[Opening Entries supplied section]

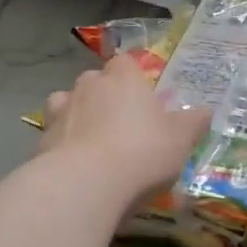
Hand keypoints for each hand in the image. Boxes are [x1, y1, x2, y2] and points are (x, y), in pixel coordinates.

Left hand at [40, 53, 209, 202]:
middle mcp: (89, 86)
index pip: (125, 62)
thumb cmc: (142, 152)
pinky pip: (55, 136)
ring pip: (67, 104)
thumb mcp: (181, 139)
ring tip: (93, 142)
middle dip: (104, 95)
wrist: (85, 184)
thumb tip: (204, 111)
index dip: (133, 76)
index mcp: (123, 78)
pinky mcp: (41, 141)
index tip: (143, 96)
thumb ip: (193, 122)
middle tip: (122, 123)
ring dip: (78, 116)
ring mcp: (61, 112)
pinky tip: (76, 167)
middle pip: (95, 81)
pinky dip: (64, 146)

[Closing Entries supplied section]
[Opening Entries supplied section]

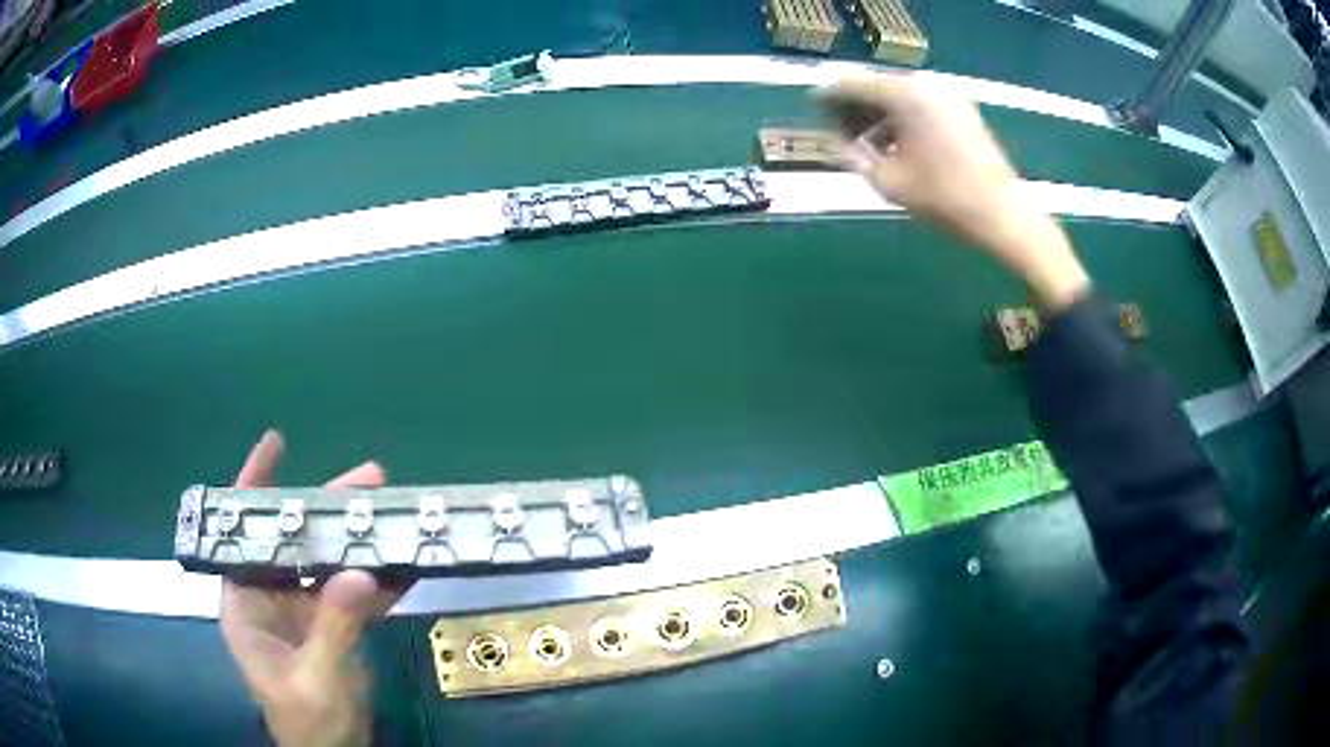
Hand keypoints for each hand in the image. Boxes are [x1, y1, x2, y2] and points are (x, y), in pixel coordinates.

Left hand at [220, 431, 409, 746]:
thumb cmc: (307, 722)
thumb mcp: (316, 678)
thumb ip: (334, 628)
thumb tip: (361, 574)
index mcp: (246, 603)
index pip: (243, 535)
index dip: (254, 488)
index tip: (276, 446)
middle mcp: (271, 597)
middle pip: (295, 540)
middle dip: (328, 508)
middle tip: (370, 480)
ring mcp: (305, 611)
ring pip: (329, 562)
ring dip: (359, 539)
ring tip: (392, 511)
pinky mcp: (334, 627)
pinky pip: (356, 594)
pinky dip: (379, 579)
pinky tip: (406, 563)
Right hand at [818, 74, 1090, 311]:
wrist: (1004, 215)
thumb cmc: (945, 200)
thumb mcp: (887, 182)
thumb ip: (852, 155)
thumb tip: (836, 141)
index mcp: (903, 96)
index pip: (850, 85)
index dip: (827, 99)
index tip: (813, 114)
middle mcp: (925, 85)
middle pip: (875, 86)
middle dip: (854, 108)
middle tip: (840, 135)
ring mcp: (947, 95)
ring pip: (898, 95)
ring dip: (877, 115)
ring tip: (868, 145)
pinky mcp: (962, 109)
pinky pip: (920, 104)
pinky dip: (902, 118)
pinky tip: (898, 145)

[Closing Entries supplied section]
[Opening Entries supplied section]

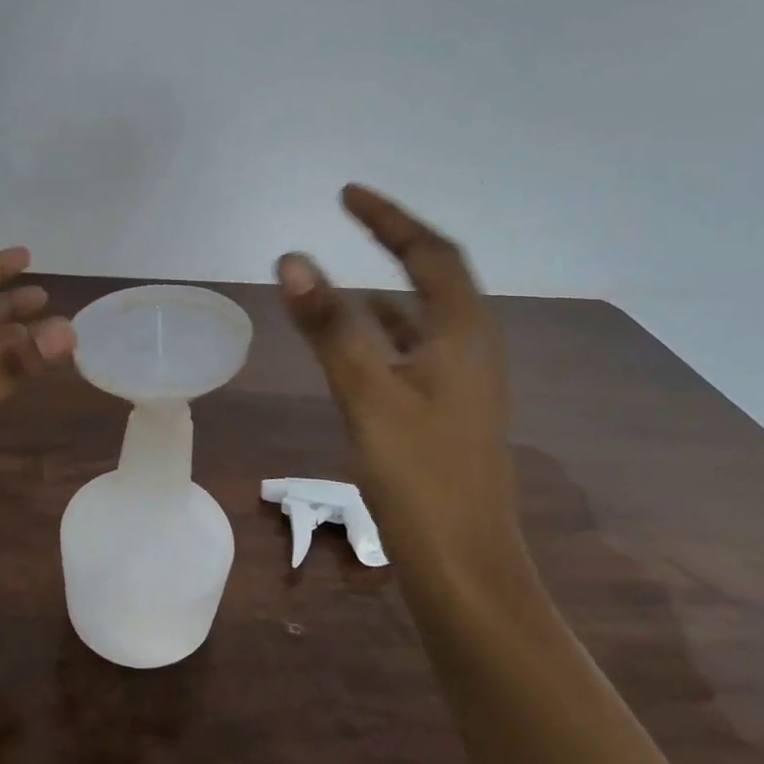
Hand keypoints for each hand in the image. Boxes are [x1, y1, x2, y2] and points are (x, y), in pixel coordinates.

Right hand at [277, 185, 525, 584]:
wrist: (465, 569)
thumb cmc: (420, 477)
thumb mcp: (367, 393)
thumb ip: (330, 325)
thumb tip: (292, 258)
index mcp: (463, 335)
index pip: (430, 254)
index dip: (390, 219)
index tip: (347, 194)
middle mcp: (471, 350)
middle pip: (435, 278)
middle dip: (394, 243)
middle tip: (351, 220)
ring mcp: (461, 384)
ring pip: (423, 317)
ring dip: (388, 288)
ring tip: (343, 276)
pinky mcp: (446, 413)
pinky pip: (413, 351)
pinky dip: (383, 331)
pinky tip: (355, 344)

[Closing Entries supplied section]

- What you have to do -
Extract from the listing above the lines between the line containing "middle tip: (840, 135)" and the line containing "pinky tip: (898, 145)", keeping both of those lines. Output nothing else.

- Solution for this problem -
middle tip: (840, 135)
ring mcp: (947, 95)
ring pip: (898, 95)
ring dip: (877, 115)
ring tip: (868, 145)
pinky mcp: (962, 109)
pinky pip: (920, 104)
pinky dip: (902, 118)
pinky tip: (898, 145)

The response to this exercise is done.